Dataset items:
__________
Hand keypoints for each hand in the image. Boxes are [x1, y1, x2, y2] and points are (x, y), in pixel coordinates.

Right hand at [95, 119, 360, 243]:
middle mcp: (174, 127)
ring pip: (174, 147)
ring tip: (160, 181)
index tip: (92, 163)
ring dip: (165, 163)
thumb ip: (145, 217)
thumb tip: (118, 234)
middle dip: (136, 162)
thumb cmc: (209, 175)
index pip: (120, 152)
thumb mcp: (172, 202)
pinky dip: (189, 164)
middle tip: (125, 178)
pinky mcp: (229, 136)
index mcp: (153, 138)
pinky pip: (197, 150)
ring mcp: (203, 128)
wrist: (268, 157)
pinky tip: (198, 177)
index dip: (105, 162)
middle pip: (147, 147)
__________
Required work:
Output the entries above exactly, please, with nothing dropped.

Solution below:
Hand keypoints for each hand in the image. Boxes are [x1, y1, x2, y2] and points are (x, y), in pixel coordinates.

Right hand at [95, 119, 360, 243]:
middle mcp: (174, 127)
ring pip: (174, 147)
ring tip: (160, 181)
index tip: (92, 163)
ring dip: (165, 163)
thumb ip: (145, 217)
thumb tip: (118, 234)
middle dip: (136, 162)
thumb cmc: (209, 175)
index pip: (120, 152)
thumb mcp: (172, 202)
pinky dip: (189, 164)
middle tip: (125, 178)
pinky mcp: (229, 136)
index mcp: (153, 138)
pinky pip: (197, 150)
ring mcp: (203, 128)
wrist: (268, 157)
pinky tip: (198, 177)
index dip: (105, 162)
middle pip: (147, 147)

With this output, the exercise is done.